=== Section Start ===

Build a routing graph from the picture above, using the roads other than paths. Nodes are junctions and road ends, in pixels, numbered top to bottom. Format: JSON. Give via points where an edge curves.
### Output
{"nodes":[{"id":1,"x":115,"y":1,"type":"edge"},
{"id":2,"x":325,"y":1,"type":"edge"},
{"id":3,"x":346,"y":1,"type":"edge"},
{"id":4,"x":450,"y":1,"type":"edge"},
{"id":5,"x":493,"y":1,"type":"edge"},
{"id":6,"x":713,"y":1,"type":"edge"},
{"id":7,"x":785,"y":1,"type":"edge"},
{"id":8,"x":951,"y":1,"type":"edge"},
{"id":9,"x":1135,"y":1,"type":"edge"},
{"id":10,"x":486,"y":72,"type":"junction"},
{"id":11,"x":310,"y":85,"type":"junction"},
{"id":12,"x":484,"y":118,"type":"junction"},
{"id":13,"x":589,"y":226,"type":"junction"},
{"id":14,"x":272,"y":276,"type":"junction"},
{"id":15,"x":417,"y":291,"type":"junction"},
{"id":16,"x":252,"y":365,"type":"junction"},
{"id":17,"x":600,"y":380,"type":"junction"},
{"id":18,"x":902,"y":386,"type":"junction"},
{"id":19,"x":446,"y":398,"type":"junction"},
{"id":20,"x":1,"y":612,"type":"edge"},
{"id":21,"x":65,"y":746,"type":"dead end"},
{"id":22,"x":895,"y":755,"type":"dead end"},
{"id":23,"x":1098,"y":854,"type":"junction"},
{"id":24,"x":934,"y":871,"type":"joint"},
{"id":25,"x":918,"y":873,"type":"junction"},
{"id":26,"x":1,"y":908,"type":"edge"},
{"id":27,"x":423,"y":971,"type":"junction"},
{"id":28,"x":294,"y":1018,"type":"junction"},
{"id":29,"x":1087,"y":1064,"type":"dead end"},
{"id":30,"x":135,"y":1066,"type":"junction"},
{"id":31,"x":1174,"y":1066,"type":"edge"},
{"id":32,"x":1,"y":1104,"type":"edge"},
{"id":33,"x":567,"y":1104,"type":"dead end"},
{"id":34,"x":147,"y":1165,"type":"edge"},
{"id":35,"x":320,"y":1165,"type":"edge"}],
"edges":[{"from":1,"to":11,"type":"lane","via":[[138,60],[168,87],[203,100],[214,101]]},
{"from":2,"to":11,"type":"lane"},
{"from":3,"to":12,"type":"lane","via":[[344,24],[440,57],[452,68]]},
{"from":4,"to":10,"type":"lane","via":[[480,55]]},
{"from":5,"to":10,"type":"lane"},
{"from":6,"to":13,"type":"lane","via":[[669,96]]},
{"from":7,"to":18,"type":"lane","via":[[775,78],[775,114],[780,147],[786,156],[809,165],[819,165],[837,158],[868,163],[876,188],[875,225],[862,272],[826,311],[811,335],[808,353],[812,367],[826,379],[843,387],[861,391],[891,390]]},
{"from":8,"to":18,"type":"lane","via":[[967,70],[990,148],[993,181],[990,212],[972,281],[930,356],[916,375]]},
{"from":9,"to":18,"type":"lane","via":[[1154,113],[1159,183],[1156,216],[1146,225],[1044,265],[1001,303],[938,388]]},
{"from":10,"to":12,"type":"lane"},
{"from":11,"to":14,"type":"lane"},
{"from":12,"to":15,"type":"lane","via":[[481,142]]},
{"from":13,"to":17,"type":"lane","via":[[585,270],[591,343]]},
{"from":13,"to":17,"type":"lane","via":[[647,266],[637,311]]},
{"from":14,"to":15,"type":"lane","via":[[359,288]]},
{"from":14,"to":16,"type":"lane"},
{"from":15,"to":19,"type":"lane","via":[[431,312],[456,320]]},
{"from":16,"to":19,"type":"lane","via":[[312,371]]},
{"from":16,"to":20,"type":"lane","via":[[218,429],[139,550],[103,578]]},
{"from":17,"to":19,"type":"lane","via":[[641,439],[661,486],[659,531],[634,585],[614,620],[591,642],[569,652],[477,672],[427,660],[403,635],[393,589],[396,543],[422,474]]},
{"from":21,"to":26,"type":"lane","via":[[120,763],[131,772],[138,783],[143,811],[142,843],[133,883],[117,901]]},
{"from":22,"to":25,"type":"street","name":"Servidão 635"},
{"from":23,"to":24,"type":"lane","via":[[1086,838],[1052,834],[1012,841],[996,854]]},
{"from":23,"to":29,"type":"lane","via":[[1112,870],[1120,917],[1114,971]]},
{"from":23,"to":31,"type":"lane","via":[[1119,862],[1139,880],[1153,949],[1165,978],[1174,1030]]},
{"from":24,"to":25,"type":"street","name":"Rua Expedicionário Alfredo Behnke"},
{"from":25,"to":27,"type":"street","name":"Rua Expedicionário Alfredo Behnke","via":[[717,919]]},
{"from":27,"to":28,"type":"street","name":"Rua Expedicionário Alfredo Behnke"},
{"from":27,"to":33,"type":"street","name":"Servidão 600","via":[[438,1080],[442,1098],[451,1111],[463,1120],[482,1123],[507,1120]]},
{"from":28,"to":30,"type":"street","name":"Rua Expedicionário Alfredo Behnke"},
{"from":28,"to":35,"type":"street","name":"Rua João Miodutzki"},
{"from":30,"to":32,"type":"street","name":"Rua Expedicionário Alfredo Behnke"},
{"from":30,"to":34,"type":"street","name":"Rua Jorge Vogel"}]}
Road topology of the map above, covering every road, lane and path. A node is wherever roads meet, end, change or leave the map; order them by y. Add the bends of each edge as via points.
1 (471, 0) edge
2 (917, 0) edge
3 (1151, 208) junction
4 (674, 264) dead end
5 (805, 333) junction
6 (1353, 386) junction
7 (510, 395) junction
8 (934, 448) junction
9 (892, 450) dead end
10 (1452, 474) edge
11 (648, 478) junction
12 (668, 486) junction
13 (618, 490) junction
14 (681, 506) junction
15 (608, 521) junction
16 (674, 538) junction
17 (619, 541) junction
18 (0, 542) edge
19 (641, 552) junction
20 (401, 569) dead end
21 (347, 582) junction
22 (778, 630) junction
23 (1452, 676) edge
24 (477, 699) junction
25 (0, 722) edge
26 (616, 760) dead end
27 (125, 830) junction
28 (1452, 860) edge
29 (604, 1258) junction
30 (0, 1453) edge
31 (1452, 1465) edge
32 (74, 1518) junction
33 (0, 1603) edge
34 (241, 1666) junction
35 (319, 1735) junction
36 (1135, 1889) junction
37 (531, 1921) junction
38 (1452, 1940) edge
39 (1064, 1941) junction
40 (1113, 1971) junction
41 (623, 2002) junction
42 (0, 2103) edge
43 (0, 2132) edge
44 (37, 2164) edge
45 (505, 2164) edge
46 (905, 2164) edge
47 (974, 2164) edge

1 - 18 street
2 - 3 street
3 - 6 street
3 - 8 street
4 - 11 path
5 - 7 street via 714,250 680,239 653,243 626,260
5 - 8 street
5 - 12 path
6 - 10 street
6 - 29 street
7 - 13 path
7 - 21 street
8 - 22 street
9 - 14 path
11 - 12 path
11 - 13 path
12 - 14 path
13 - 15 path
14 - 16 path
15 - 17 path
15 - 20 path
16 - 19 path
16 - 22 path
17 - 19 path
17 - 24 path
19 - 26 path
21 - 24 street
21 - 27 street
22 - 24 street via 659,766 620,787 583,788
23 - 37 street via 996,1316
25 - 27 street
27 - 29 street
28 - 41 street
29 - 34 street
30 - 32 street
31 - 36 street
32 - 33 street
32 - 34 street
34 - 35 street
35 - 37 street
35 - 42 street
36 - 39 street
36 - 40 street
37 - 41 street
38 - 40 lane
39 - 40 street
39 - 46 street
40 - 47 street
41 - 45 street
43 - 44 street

=== Section End ===

Retype all of the data shown above, word for word.

• [Reply to the exercise]:
Build a routing graph from the picture above, using the roads other than paths. Nodes are junctions and road ends, in pixels, numbered top to bottom. Format: JSON. Give via points where an edge curves.
### Output
{"nodes":[{"id":1,"x":115,"y":1,"type":"edge"},
{"id":2,"x":325,"y":1,"type":"edge"},
{"id":3,"x":346,"y":1,"type":"edge"},
{"id":4,"x":450,"y":1,"type":"edge"},
{"id":5,"x":493,"y":1,"type":"edge"},
{"id":6,"x":713,"y":1,"type":"edge"},
{"id":7,"x":785,"y":1,"type":"edge"},
{"id":8,"x":951,"y":1,"type":"edge"},
{"id":9,"x":1135,"y":1,"type":"edge"},
{"id":10,"x":486,"y":72,"type":"junction"},
{"id":11,"x":310,"y":85,"type":"junction"},
{"id":12,"x":484,"y":118,"type":"junction"},
{"id":13,"x":589,"y":226,"type":"junction"},
{"id":14,"x":272,"y":276,"type":"junction"},
{"id":15,"x":417,"y":291,"type":"junction"},
{"id":16,"x":252,"y":365,"type":"junction"},
{"id":17,"x":600,"y":380,"type":"junction"},
{"id":18,"x":902,"y":386,"type":"junction"},
{"id":19,"x":446,"y":398,"type":"junction"},
{"id":20,"x":1,"y":612,"type":"edge"},
{"id":21,"x":65,"y":746,"type":"dead end"},
{"id":22,"x":895,"y":755,"type":"dead end"},
{"id":23,"x":1098,"y":854,"type":"junction"},
{"id":24,"x":934,"y":871,"type":"joint"},
{"id":25,"x":918,"y":873,"type":"junction"},
{"id":26,"x":1,"y":908,"type":"edge"},
{"id":27,"x":423,"y":971,"type":"junction"},
{"id":28,"x":294,"y":1018,"type":"junction"},
{"id":29,"x":1087,"y":1064,"type":"dead end"},
{"id":30,"x":135,"y":1066,"type":"junction"},
{"id":31,"x":1174,"y":1066,"type":"edge"},
{"id":32,"x":1,"y":1104,"type":"edge"},
{"id":33,"x":567,"y":1104,"type":"dead end"},
{"id":34,"x":147,"y":1165,"type":"edge"},
{"id":35,"x":320,"y":1165,"type":"edge"}],
"edges":[{"from":1,"to":11,"type":"lane","via":[[138,60],[168,87],[203,100],[214,101]]},
{"from":2,"to":11,"type":"lane"},
{"from":3,"to":12,"type":"lane","via":[[344,24],[440,57],[452,68]]},
{"from":4,"to":10,"type":"lane","via":[[480,55]]},
{"from":5,"to":10,"type":"lane"},
{"from":6,"to":13,"type":"lane","via":[[669,96]]},
{"from":7,"to":18,"type":"lane","via":[[775,78],[775,114],[780,147],[786,156],[809,165],[819,165],[837,158],[868,163],[876,188],[875,225],[862,272],[826,311],[811,335],[808,353],[812,367],[826,379],[843,387],[861,391],[891,390]]},
{"from":8,"to":18,"type":"lane","via":[[967,70],[990,148],[993,181],[990,212],[972,281],[930,356],[916,375]]},
{"from":9,"to":18,"type":"lane","via":[[1154,113],[1159,183],[1156,216],[1146,225],[1044,265],[1001,303],[938,388]]},
{"from":10,"to":12,"type":"lane"},
{"from":11,"to":14,"type":"lane"},
{"from":12,"to":15,"type":"lane","via":[[481,142]]},
{"from":13,"to":17,"type":"lane","via":[[585,270],[591,343]]},
{"from":13,"to":17,"type":"lane","via":[[647,266],[637,311]]},
{"from":14,"to":15,"type":"lane","via":[[359,288]]},
{"from":14,"to":16,"type":"lane"},
{"from":15,"to":19,"type":"lane","via":[[431,312],[456,320]]},
{"from":16,"to":19,"type":"lane","via":[[312,371]]},
{"from":16,"to":20,"type":"lane","via":[[218,429],[139,550],[103,578]]},
{"from":17,"to":19,"type":"lane","via":[[641,439],[661,486],[659,531],[634,585],[614,620],[591,642],[569,652],[477,672],[427,660],[403,635],[393,589],[396,543],[422,474]]},
{"from":21,"to":26,"type":"lane","via":[[120,763],[131,772],[138,783],[143,811],[142,843],[133,883],[117,901]]},
{"from":22,"to":25,"type":"street","name":"Servidão 635"},
{"from":23,"to":24,"type":"lane","via":[[1086,838],[1052,834],[1012,841],[996,854]]},
{"from":23,"to":29,"type":"lane","via":[[1112,870],[1120,917],[1114,971]]},
{"from":23,"to":31,"type":"lane","via":[[1119,862],[1139,880],[1153,949],[1165,978],[1174,1030]]},
{"from":24,"to":25,"type":"street","name":"Rua Expedicionário Alfredo Behnke"},
{"from":25,"to":27,"type":"street","name":"Rua Expedicionário Alfredo Behnke","via":[[717,919]]},
{"from":27,"to":28,"type":"street","name":"Rua Expedicionário Alfredo Behnke"},
{"from":27,"to":33,"type":"street","name":"Servidão 600","via":[[438,1080],[442,1098],[451,1111],[463,1120],[482,1123],[507,1120]]},
{"from":28,"to":30,"type":"street","name":"Rua Expedicionário Alfredo Behnke"},
{"from":28,"to":35,"type":"street","name":"Rua João Miodutzki"},
{"from":30,"to":32,"type":"street","name":"Rua Expedicionário Alfredo Behnke"},
{"from":30,"to":34,"type":"street","name":"Rua Jorge Vogel"}]}
Road topology of the map above, covering every road, lane and path. A node is wherever roads meet, end, change or leave the map; order them by y. Add the bends of each edge as via points.
1 (471, 0) edge
2 (917, 0) edge
3 (1151, 208) junction
4 (674, 264) dead end
5 (805, 333) junction
6 (1353, 386) junction
7 (510, 395) junction
8 (934, 448) junction
9 (892, 450) dead end
10 (1452, 474) edge
11 (648, 478) junction
12 (668, 486) junction
13 (618, 490) junction
14 (681, 506) junction
15 (608, 521) junction
16 (674, 538) junction
17 (619, 541) junction
18 (0, 542) edge
19 (641, 552) junction
20 (401, 569) dead end
21 (347, 582) junction
22 (778, 630) junction
23 (1452, 676) edge
24 (477, 699) junction
25 (0, 722) edge
26 (616, 760) dead end
27 (125, 830) junction
28 (1452, 860) edge
29 (604, 1258) junction
30 (0, 1453) edge
31 (1452, 1465) edge
32 (74, 1518) junction
33 (0, 1603) edge
34 (241, 1666) junction
35 (319, 1735) junction
36 (1135, 1889) junction
37 (531, 1921) junction
38 (1452, 1940) edge
39 (1064, 1941) junction
40 (1113, 1971) junction
41 (623, 2002) junction
42 (0, 2103) edge
43 (0, 2132) edge
44 (37, 2164) edge
45 (505, 2164) edge
46 (905, 2164) edge
47 (974, 2164) edge

1 - 18 street
2 - 3 street
3 - 6 street
3 - 8 street
4 - 11 path
5 - 7 street via 714,250 680,239 653,243 626,260
5 - 8 street
5 - 12 path
6 - 10 street
6 - 29 street
7 - 13 path
7 - 21 street
8 - 22 street
9 - 14 path
11 - 12 path
11 - 13 path
12 - 14 path
13 - 15 path
14 - 16 path
15 - 17 path
15 - 20 path
16 - 19 path
16 - 22 path
17 - 19 path
17 - 24 path
19 - 26 path
21 - 24 street
21 - 27 street
22 - 24 street via 659,766 620,787 583,788
23 - 37 street via 996,1316
25 - 27 street
27 - 29 street
28 - 41 street
29 - 34 street
30 - 32 street
31 - 36 street
32 - 33 street
32 - 34 street
34 - 35 street
35 - 37 street
35 - 42 street
36 - 39 street
36 - 40 street
37 - 41 street
38 - 40 lane
39 - 40 street
39 - 46 street
40 - 47 street
41 - 45 street
43 - 44 street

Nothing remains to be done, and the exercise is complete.